- Your goal: Every entry must be repeated exactly. Exclude all pictures.

(Items listed in a dataset)

◇ ◇ ◇ ◇ ◇

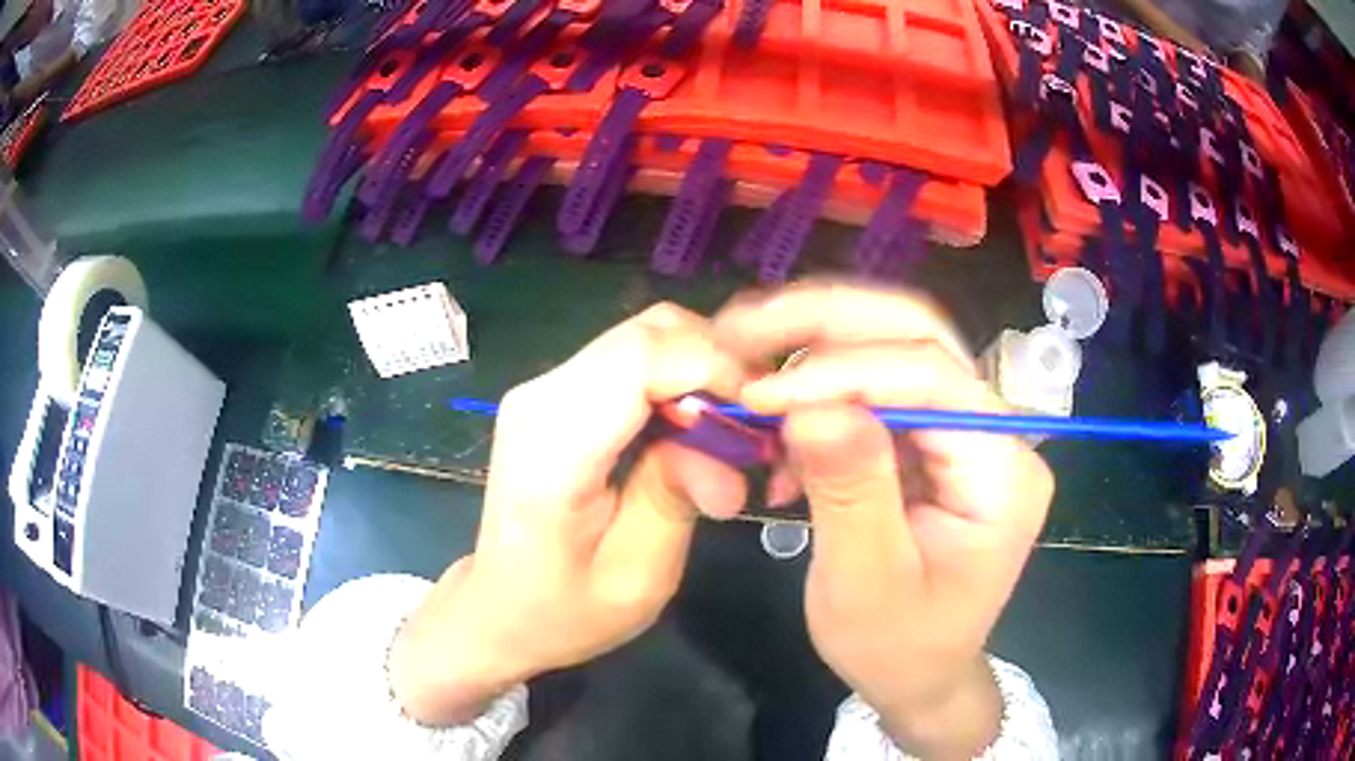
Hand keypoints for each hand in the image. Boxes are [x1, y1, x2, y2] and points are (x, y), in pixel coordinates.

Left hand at [388, 304, 750, 724]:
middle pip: (648, 333)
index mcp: (552, 449)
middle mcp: (540, 398)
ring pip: (644, 335)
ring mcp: (543, 388)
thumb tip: (729, 440)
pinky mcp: (554, 392)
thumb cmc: (564, 610)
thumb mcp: (637, 576)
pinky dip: (675, 377)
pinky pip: (631, 357)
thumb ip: (679, 495)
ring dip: (699, 370)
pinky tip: (690, 426)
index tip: (757, 418)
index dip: (714, 369)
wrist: (499, 609)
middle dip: (716, 367)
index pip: (641, 358)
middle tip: (750, 429)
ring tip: (725, 432)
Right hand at [713, 281, 1054, 758]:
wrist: (920, 674)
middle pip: (920, 336)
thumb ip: (850, 491)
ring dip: (816, 350)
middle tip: (744, 329)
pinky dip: (820, 394)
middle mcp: (997, 433)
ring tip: (750, 371)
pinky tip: (781, 436)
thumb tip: (811, 404)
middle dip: (827, 323)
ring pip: (893, 347)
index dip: (843, 370)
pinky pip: (875, 388)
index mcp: (1002, 473)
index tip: (760, 393)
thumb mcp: (866, 584)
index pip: (932, 377)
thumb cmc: (897, 646)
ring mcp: (967, 430)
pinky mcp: (933, 439)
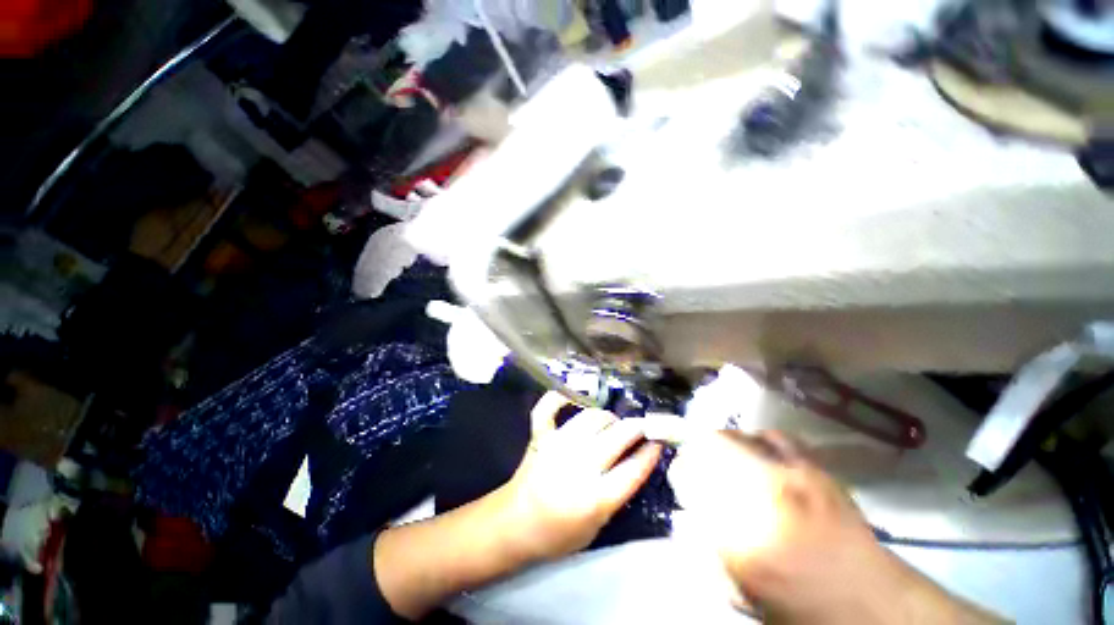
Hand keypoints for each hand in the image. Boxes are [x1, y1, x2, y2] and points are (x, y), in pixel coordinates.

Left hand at [495, 392, 662, 563]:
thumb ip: (615, 495)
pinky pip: (548, 408)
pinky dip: (559, 398)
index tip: (659, 441)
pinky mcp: (541, 437)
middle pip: (618, 436)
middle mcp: (579, 466)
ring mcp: (557, 446)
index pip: (633, 469)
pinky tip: (570, 396)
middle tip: (641, 427)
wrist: (514, 526)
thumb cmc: (558, 534)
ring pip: (592, 417)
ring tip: (613, 422)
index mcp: (595, 498)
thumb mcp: (596, 527)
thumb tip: (633, 461)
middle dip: (636, 427)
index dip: (650, 452)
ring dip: (607, 417)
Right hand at [670, 430, 1005, 624]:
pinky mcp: (816, 469)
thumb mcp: (738, 593)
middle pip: (710, 444)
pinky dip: (756, 442)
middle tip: (698, 464)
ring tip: (726, 459)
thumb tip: (684, 511)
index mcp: (739, 533)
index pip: (690, 476)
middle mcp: (763, 494)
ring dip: (722, 444)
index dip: (681, 472)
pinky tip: (760, 458)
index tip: (682, 478)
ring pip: (737, 436)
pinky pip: (772, 437)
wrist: (870, 604)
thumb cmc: (798, 607)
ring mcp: (792, 476)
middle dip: (696, 451)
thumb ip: (702, 548)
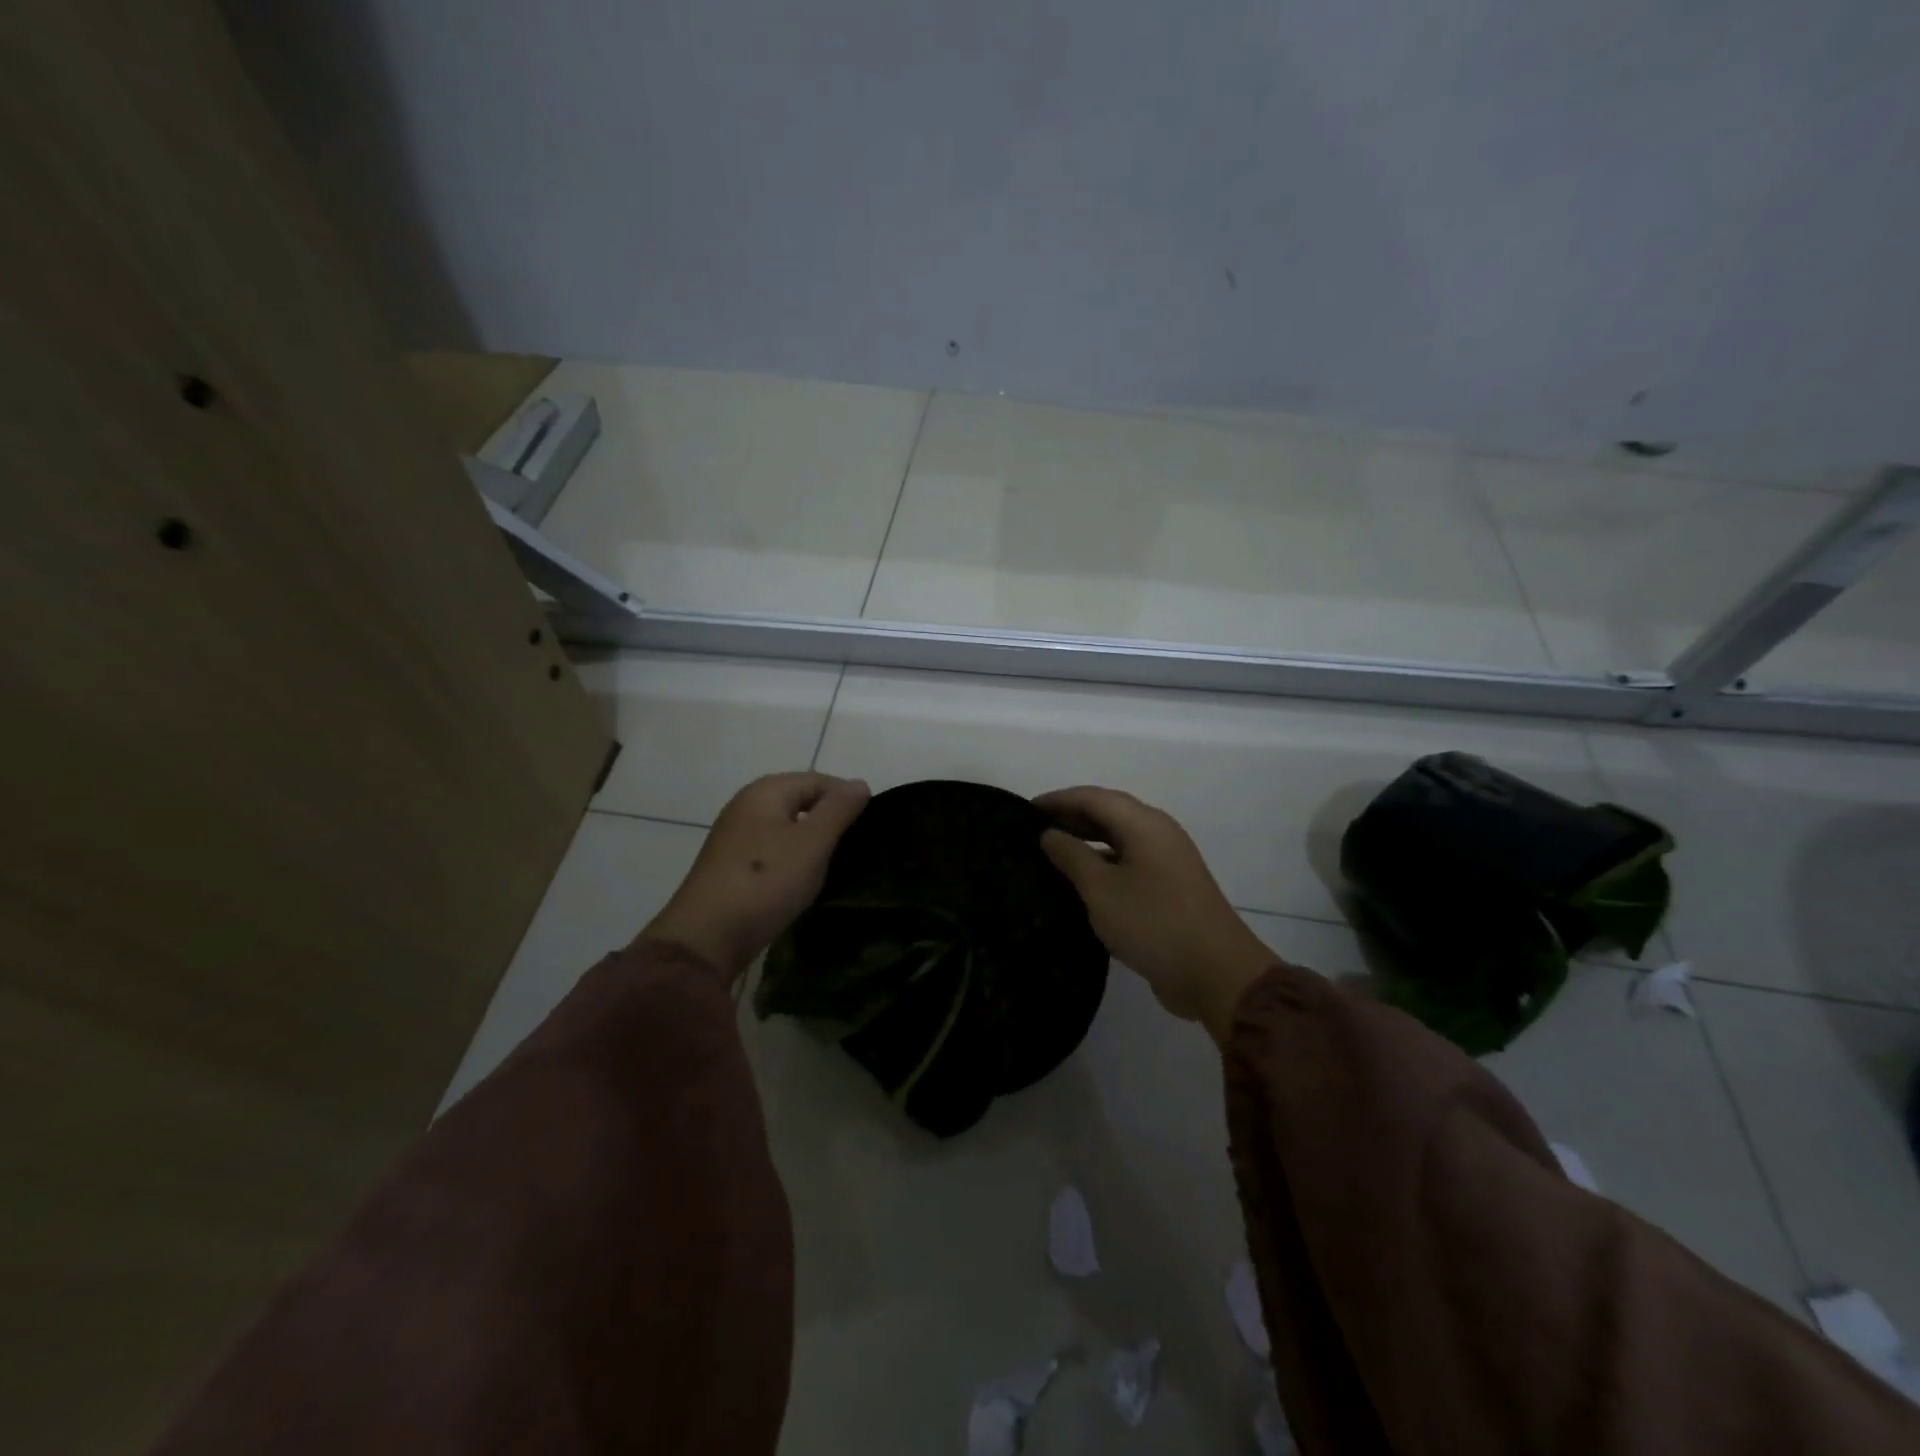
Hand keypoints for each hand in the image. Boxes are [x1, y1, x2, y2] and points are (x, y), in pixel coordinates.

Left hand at [639, 773, 870, 977]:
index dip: (847, 797)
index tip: (870, 826)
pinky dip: (792, 859)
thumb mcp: (812, 843)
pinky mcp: (731, 865)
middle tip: (855, 846)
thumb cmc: (766, 882)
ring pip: (786, 827)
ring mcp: (735, 836)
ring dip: (811, 842)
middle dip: (830, 819)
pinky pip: (772, 850)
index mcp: (766, 791)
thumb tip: (860, 784)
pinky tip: (802, 880)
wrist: (706, 937)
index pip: (818, 780)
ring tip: (835, 864)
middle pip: (800, 801)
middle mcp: (746, 805)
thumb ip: (839, 810)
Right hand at [1035, 786, 1274, 1043]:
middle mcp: (1158, 834)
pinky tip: (1079, 884)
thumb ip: (1072, 856)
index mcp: (1144, 824)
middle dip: (1070, 817)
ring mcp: (1167, 862)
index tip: (1024, 810)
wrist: (1215, 974)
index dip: (1058, 800)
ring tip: (1050, 854)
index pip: (1093, 797)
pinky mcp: (1169, 889)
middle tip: (1033, 831)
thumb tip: (1050, 833)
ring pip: (1119, 840)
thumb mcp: (1101, 890)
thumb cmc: (1153, 923)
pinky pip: (1128, 863)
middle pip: (1108, 813)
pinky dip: (1102, 864)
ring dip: (1086, 841)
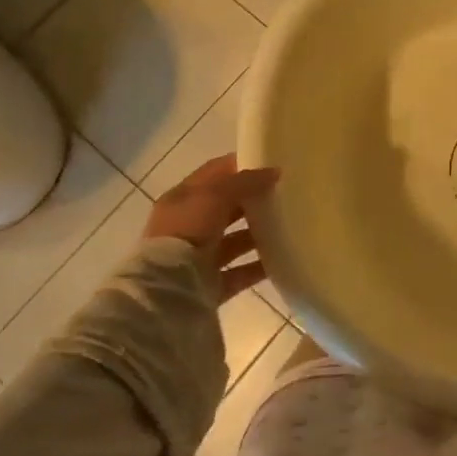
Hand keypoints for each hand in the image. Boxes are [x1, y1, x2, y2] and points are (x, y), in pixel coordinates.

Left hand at [145, 155, 278, 303]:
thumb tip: (274, 172)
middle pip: (226, 208)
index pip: (213, 174)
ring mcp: (198, 258)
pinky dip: (259, 266)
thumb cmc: (186, 232)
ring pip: (234, 241)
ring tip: (288, 226)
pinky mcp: (211, 285)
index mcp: (182, 200)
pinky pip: (241, 272)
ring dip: (258, 234)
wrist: (167, 292)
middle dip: (252, 201)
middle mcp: (188, 227)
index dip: (240, 166)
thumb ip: (244, 182)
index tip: (270, 163)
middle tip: (285, 194)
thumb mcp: (214, 196)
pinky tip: (282, 258)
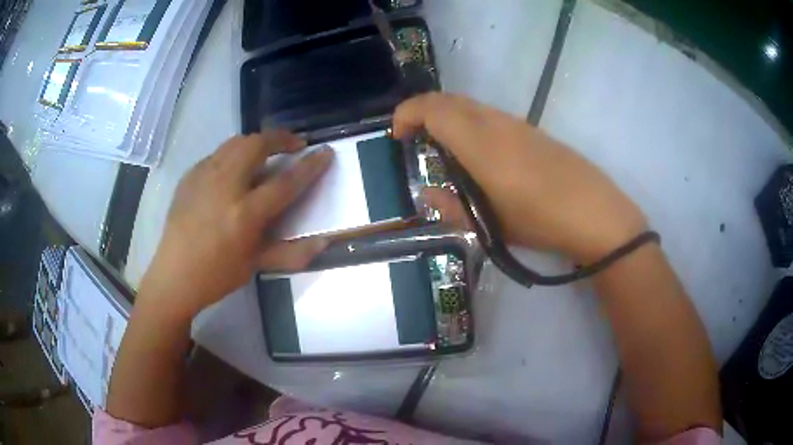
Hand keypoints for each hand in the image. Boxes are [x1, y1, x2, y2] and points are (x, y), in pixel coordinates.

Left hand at [138, 131, 332, 318]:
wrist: (173, 275)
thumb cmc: (217, 276)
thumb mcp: (256, 266)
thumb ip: (292, 252)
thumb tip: (325, 243)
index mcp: (244, 213)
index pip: (286, 182)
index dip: (310, 165)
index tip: (326, 151)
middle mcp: (225, 187)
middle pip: (257, 145)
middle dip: (281, 138)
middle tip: (294, 145)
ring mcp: (203, 177)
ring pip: (235, 143)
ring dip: (257, 142)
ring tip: (266, 152)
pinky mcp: (189, 177)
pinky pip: (216, 155)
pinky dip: (233, 154)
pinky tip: (234, 170)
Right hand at [393, 93, 645, 263]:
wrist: (595, 214)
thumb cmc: (540, 222)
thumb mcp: (490, 224)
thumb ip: (451, 206)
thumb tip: (426, 193)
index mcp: (481, 143)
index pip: (433, 108)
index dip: (407, 113)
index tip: (398, 135)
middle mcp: (496, 123)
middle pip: (450, 100)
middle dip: (424, 112)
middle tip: (415, 138)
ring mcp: (518, 124)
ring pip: (471, 105)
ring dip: (449, 117)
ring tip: (444, 148)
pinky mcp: (533, 131)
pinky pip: (491, 116)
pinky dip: (471, 123)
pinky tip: (479, 153)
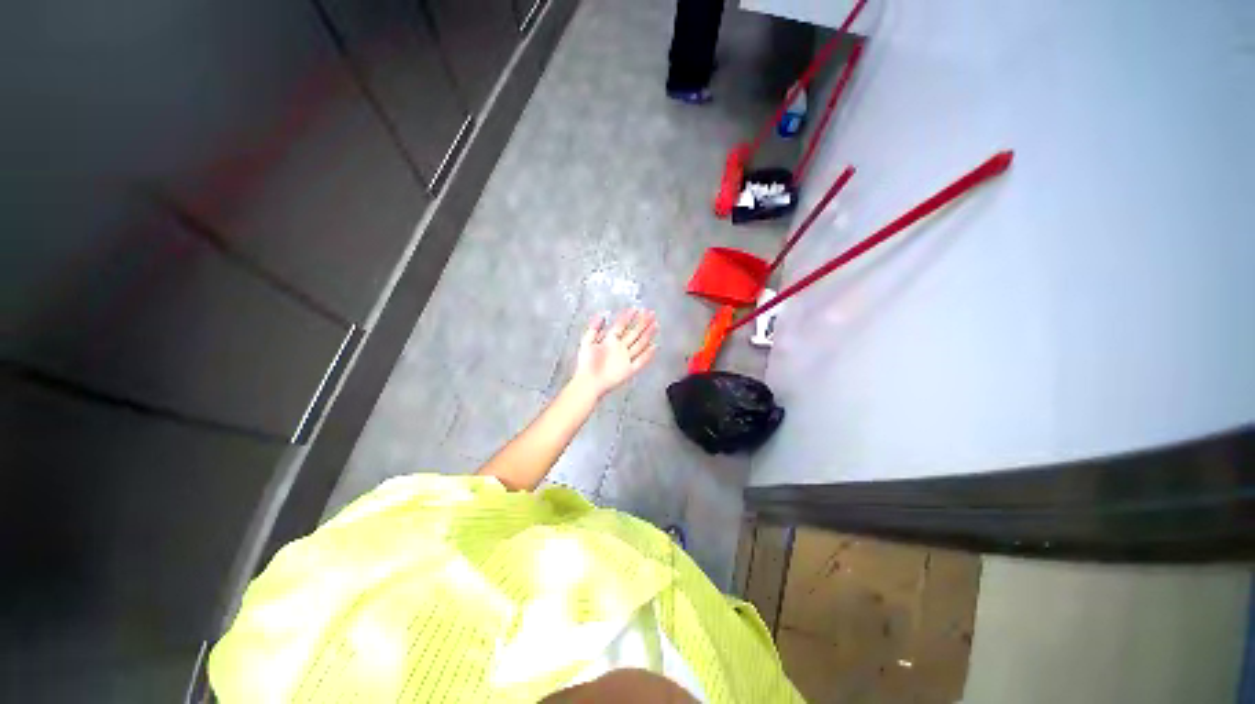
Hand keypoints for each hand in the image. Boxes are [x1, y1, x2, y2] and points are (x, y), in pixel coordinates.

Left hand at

◇ ◇ ◇ ◇ ◇

- Expected output:
Hand keypoints for each hand in the image. Boxes are [x1, y1, x2, y2] and points are (x, y), in pixel coordinates.

Left hand at [388, 304, 750, 724]:
middle pip: (648, 333)
index mcp: (552, 449)
middle mcp: (540, 398)
ring pip: (644, 335)
ring mcp: (543, 388)
thumb tip: (729, 440)
pinky mcp: (554, 392)
thumb cmc: (564, 610)
thumb mcp: (637, 576)
pinky dip: (675, 377)
pinky pip: (631, 357)
thumb ip: (679, 495)
ring dip: (699, 370)
pinky tip: (690, 426)
index tip: (757, 418)
index dip: (714, 369)
wrist: (499, 609)
middle dip: (716, 367)
index pip: (641, 358)
middle tip: (750, 429)
ring tip: (725, 432)
Right hand at [713, 281, 1054, 758]:
wrist: (920, 674)
middle pip: (920, 336)
thumb ip: (850, 491)
ring dip: (816, 350)
middle tip: (744, 329)
pinky dip: (820, 394)
middle mcp: (997, 433)
ring tip: (750, 371)
pinky tip: (781, 436)
thumb tip: (811, 404)
middle dip: (827, 323)
ring pip: (893, 347)
index dip: (843, 370)
pinky pip: (875, 388)
index mcp: (1002, 473)
index tip: (760, 393)
thumb mcp: (866, 584)
index pip: (932, 377)
thumb cmc: (897, 646)
ring mcp: (967, 430)
pinky mcp: (933, 439)
Hand keypoints for each hand in the image. Boxes are [x1, y1, x2, y2] and points are (x, y), in pixel coordinates.

Left hand at [495, 392, 662, 563]:
thumb ip: (615, 495)
pinky pip: (548, 408)
pinky dip: (559, 398)
index tip: (659, 441)
pinky mcp: (541, 437)
middle pip: (618, 436)
middle mcp: (579, 466)
ring mcp: (557, 446)
index pip: (633, 469)
pinky tip: (570, 396)
middle tip: (641, 427)
wrist: (514, 526)
thumb cmc: (558, 534)
ring pip: (592, 417)
ring tip: (613, 422)
index mcp: (595, 498)
thumb mcp: (596, 527)
thumb tip: (633, 461)
middle dip: (636, 427)
index dip: (650, 452)
ring dip: (607, 417)
Right hand at [670, 430, 1005, 624]:
pinky mcp: (816, 469)
thumb mcp: (738, 593)
middle pip: (710, 444)
pinky dip: (756, 442)
middle tip: (698, 464)
ring tip: (726, 459)
thumb tip: (684, 511)
index mcp: (739, 533)
index pip: (690, 476)
middle mcp: (763, 494)
ring dip: (722, 444)
index dip: (681, 472)
pinky tip: (760, 458)
index tip: (682, 478)
ring pip: (737, 436)
pinky pip: (772, 437)
wrist: (870, 604)
thumb cmc: (798, 607)
ring mcp: (792, 476)
middle dip: (696, 451)
thumb ip: (702, 548)
Hand keypoints for each hand in the image. Boxes are [x1, y1, x2, y2] and points are (x, y), in pixel coordinates.

Left hand at [639, 773, 870, 977]:
index dip: (847, 797)
index tip: (870, 826)
pinky dip: (792, 859)
thumb mcp: (812, 843)
pinky mcp: (731, 865)
middle tip: (855, 846)
thumb cmc: (766, 882)
ring pip: (786, 827)
ring mcp: (735, 836)
ring dip: (811, 842)
middle dip: (830, 819)
pinky pip: (772, 850)
index mcp: (766, 791)
thumb tip: (860, 784)
pinky tip: (802, 880)
wrist: (706, 937)
index pip: (818, 780)
ring tip: (835, 864)
middle pip: (800, 801)
middle mcp: (746, 805)
thumb ip: (839, 810)
Right hand at [1035, 786, 1274, 1043]:
middle mcp: (1158, 834)
pinky tip: (1079, 884)
thumb ip: (1072, 856)
index mcp: (1144, 824)
middle dip: (1070, 817)
ring mcp: (1167, 862)
index tip: (1024, 810)
wrist: (1215, 974)
index dip: (1058, 800)
ring tip: (1050, 854)
index pip: (1093, 797)
pinky mcp: (1169, 889)
middle tip: (1033, 831)
thumb tip: (1050, 833)
ring pip: (1119, 840)
thumb mcp: (1101, 890)
thumb cmc: (1153, 923)
pinky pip: (1128, 863)
middle pip: (1108, 813)
pinky dip: (1102, 864)
ring dip: (1086, 841)
Hand keypoints for each hand in the image. Boxes are [x1, y1, x2, y2] and points are (x, y), in pixel coordinates.

Left hand at [145, 155, 278, 303]:
thumb tip: (274, 172)
middle pip: (226, 208)
index pip: (213, 174)
ring mcp: (198, 258)
pinky dip: (259, 266)
thumb cmc: (186, 232)
ring pip: (234, 241)
ring tip: (288, 226)
pinky mcp: (211, 285)
index mcp: (182, 200)
pinky pip: (241, 272)
ring dip: (258, 234)
wrist: (167, 292)
middle dip: (252, 201)
middle mcp: (188, 227)
index dip: (240, 166)
thumb ip: (244, 182)
index tip: (270, 163)
middle tip: (285, 194)
thumb mcp: (214, 196)
pinky tip: (282, 258)
Hand keypoints for each hand in the image. Boxes are [x1, y1, x2, y2] and points are (x, y), in pixel coordinates.

Left hand at [138, 131, 332, 318]:
wrist: (173, 275)
thumb cmc: (217, 276)
thumb mcp: (256, 266)
thumb ip: (292, 252)
thumb tip: (325, 243)
index mcp: (244, 213)
index pip: (286, 182)
index dip: (310, 165)
index tip: (326, 151)
middle mcp: (225, 187)
middle pip: (257, 145)
middle dip: (281, 138)
middle tip: (294, 145)
ring mcp: (203, 177)
ring pip: (235, 143)
ring dip: (257, 142)
ring tip: (266, 152)
pinky mcp: (189, 177)
pinky pip: (216, 155)
pinky dip: (233, 154)
pinky tip: (234, 170)
Right hand at [393, 93, 645, 263]:
wrist: (595, 214)
thumb cmc: (540, 222)
thumb mcp: (490, 224)
thumb ip: (451, 206)
thumb tip: (426, 193)
index mcp: (481, 143)
index pip: (433, 108)
index dip: (407, 113)
index tip: (398, 135)
middle mcp: (496, 123)
middle pip: (450, 100)
middle dip: (424, 112)
middle tip: (415, 138)
ring mcp: (518, 124)
ring pip: (471, 105)
ring dip: (449, 117)
ring tip: (444, 148)
pinky mcp: (533, 131)
pinky pip: (491, 116)
pinky dip: (471, 123)
pinky tip: (479, 153)
Hand keypoints for each hand in the image. Boxes are [x1, y1, x2, y2] and points are (x, y), in pixel coordinates.

Left hand at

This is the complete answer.